Though I had prepared a series of questions designed to tap into Lewis’s life experience, Lewis had other ideas. He told the story of the wisdom he had gained through a series of stories, weaving the story through his life experiences.
Lewis’s great-grandfather, Sam Miller, established the Miller-Freer trading post around 1870 with Dan and Frank Freer. Miller was there at the crossroads of massive economic and cultural change.
“I spent every waking hour with him before he passed in the (1950s),” Lewis said. The times spent with Sam Miller and his wife “created the real opening to appreciating our people,” Lewis said. Helping them created a sense of purpose. “I did things he couldn’t do, which made me feel big (and) important,” he added.
Sam Miller looked for opportunities to encourage Lewis, but also pointed out things Lewis did wrong. Lewis remembered being corrected after stepping on a snake. He subsequently learned that succumbing to violence led his great-grandfather to kill another man and a prison sentence. This was a lesson Miller didn’t want Lewis to repeat.

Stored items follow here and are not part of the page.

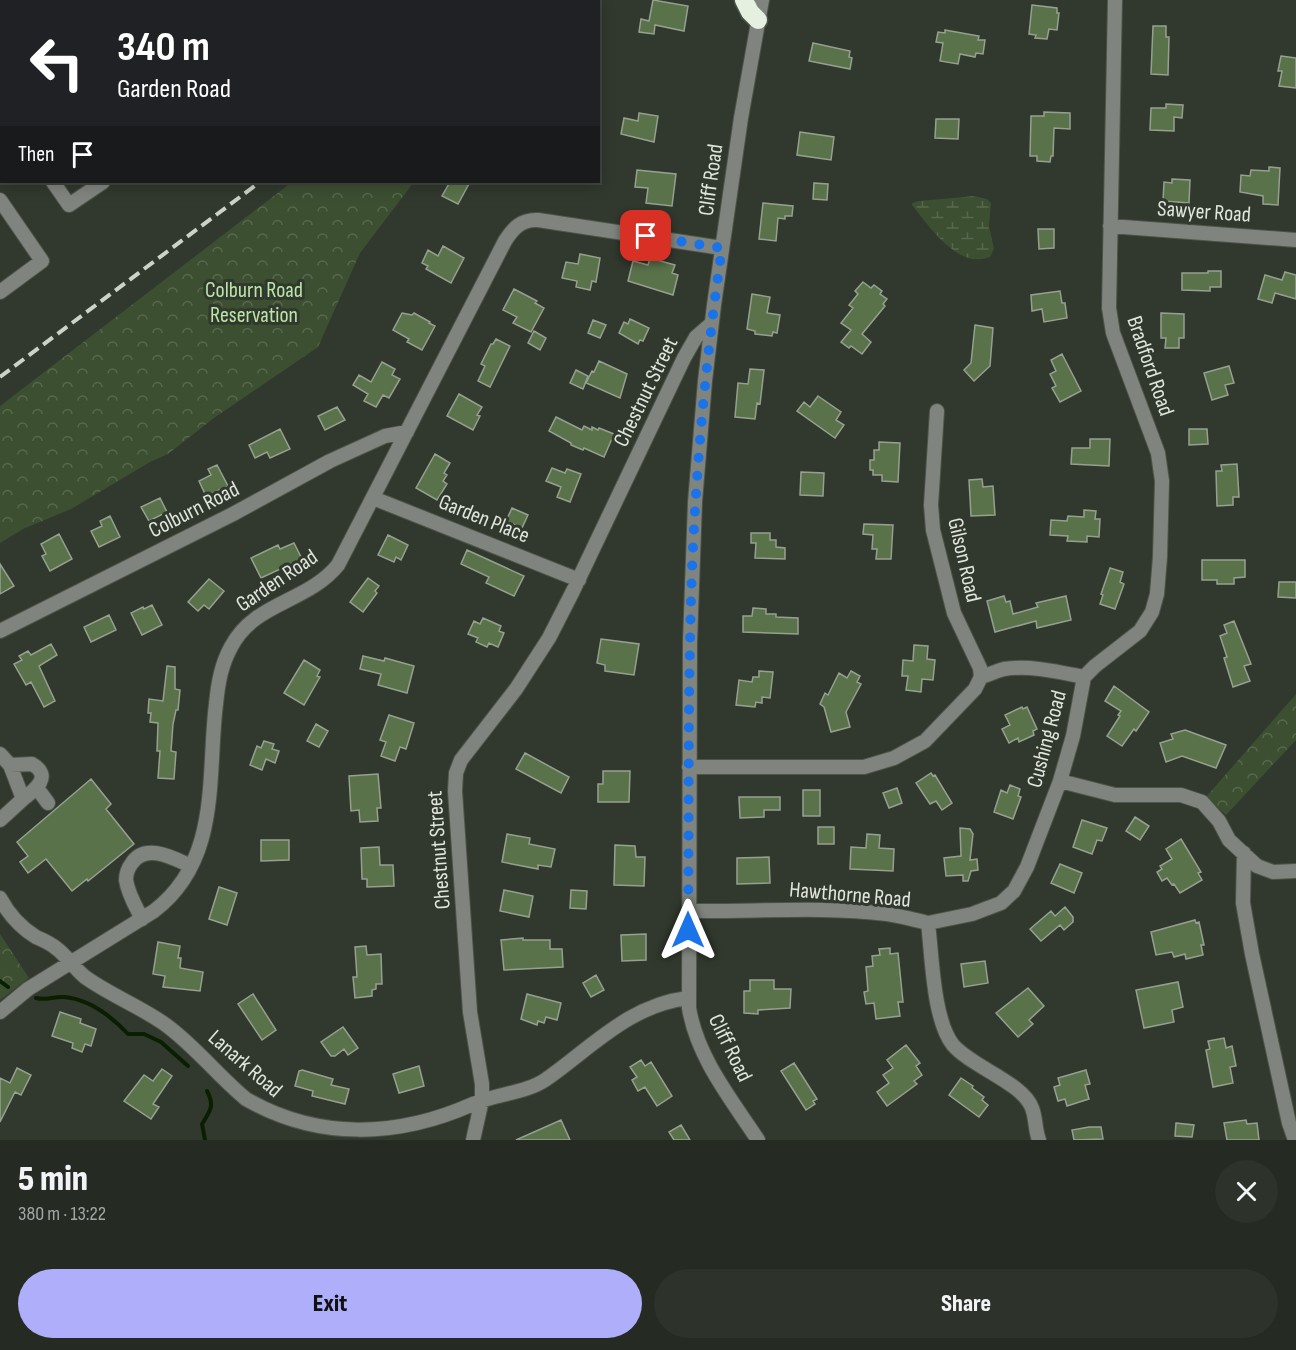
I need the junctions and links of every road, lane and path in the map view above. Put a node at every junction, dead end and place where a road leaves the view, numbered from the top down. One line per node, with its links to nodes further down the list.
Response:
1 (744, 0): 4 (highway)
2 (762, 0): 4 (street, Cliff Road)
3 (1115, 0): 8 (street, Bradford Road)
4 (758, 20): 10 (street, Cliff Road)
5 (54, 183): 6 (street)
6 (102, 183)
7 (0, 200): 11 (street)
8 (1110, 226): 9 (street, Sawyer Road); 19 (street, Bradford Road)
9 (1296, 240)
10 (722, 248): 12 (street, Cliff Road); 14 (street, Garden Road)
11 (0, 291)
12 (711, 324): 16 (street, Chestnut Street); 22 (street, Cliff Road)
13 (937, 411): 18 (street, Gilson Road)
14 (407, 432): 15 (street, Garden Road); 17 (street, Colburn Road)
15 (373, 498): 16 (street, Garden Place); 29 (street, Garden Road)
16 (579, 580): 38 (street, Chestnut Street)
17 (0, 631)
18 (981, 677): 19 (street, Cushing Road); 22 (street)
19 (1084, 677): 23 (street, Cushing Road)
20 (0, 754): 21 (street)
21 (10, 765): 24 (street); 25 (street)
22 (689, 767): 32 (street, Cliff Road)
23 (1060, 781): 28 (street); 34 (street, Cushing Road)
24 (37, 788): 25 (street); 26 (street)
25 (23, 799): 27 (street)
26 (48, 802)
27 (0, 820)
28 (1244, 853): 30 (street); 42 (street)
29 (192, 866): 33 (street, Garden Road); 33 (street)
30 (1296, 871)
31 (0, 898): 35 (street, Lanark Road)
32 (689, 911): 34 (street, Hawthorne Road); 36 (street, Cliff Road)
33 (142, 919): 35 (street, Garden Road)
34 (928, 923): 41 (street, Hawthorne Road)
35 (70, 963): 37 (street, Garden Road); 38 (street, Lanark Road)
36 (688, 998): 38 (street); 40 (street, Cliff Road)
37 (0, 1012)
38 (482, 1100): 39 (street, Chestnut Street)
39 (473, 1140)
40 (758, 1140)
41 (1039, 1140)
42 (1295, 1140)

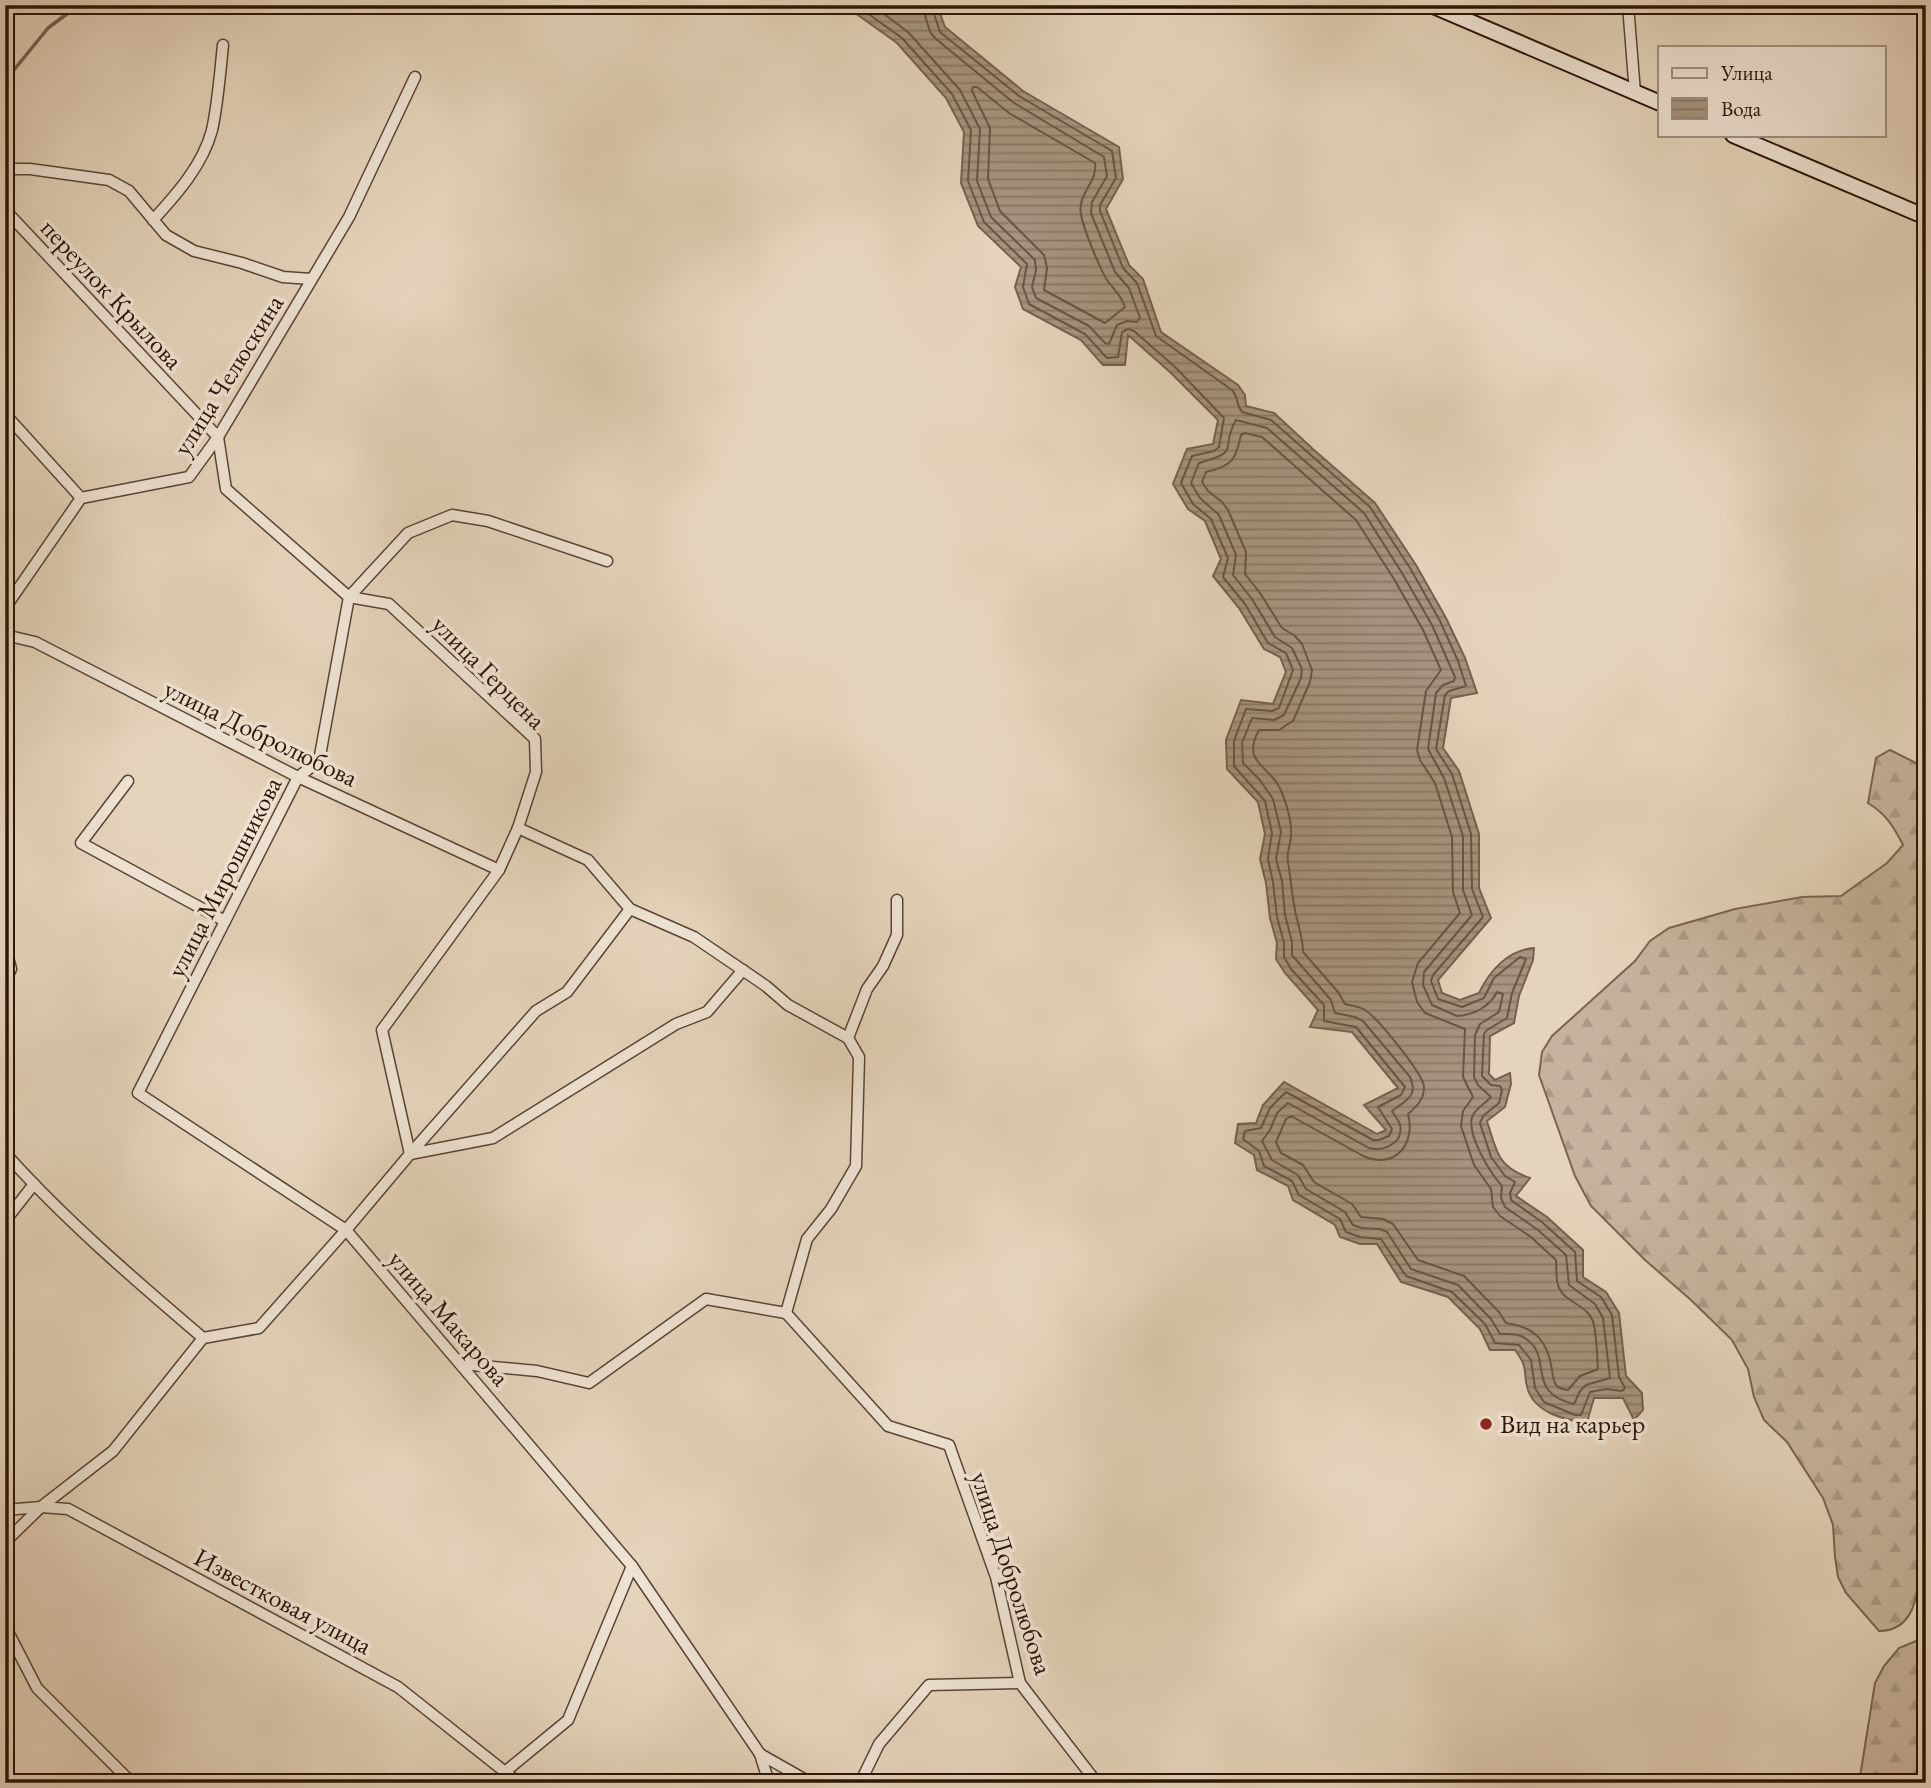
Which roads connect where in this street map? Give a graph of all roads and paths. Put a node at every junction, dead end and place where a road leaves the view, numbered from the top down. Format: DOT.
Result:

Lewis’s great-grandmother was a healer who helped early pioneers in the country when they were sick and helped them learn to feed themselves. “She helped these old pioneer families get through,” Lewis recalled.
As a lad of perhaps five, he journeyed to the famed Celilo Falls on the lower Columbia for the annual salmon harvest. The village was teeming with activity and tourists would come to watch the Native Americans use dip nets to catch the salmon. He learned how to scale and filet fish. He recalled drying pike minnows and selling them to tourists as steelhead for 50 cents a fish. He recalled earning $11 one day, to the amazement of others.
Later, his aunt Lucy Nason shared with Lewis stories of animals. She instructed him to gather mud which she turned into animals that she would embody. He learned ancient stories and a greater appreciation for the natural world.
That Native American view of being stewards of nature was turned upside down with the appearance of Europeans in the region. A different ethic, one of subduing nature for progress and profit became the new mandate.
We spoke of my grandfather, Rufus Woods, who is known as the father of Grand Coulee Dam and the Columbia Basin Project, which ultimately led to the destruction of salmon runs in the upper Columbia and had devastating consequences for the cultural and economic life of Native Americans.
Sam Miller, Lewis recalled, had no animosity towards those dreamers like my grandfather who fought to harness the power of the river. The Christian mindset of man having dominion over nature has disconnected us from valuing the natural world, in Lewis’s view.
The overriding theme in Lewis’s work to reconnect us with our past is perhaps best captured in the wisdom statement that came out of the Elder Speak program: “It is our humanity that brings us together.”
We don’t spend much time thinking about long-term issues in our society. It is worth pondering whether unending subjugation of nature will leave us with a future that will sustain life on this planet. At the heart of Lewis’s mindset is a core belief in our shared humanity and our shared future.
Perhaps we can find a better balance for the sake of future generations.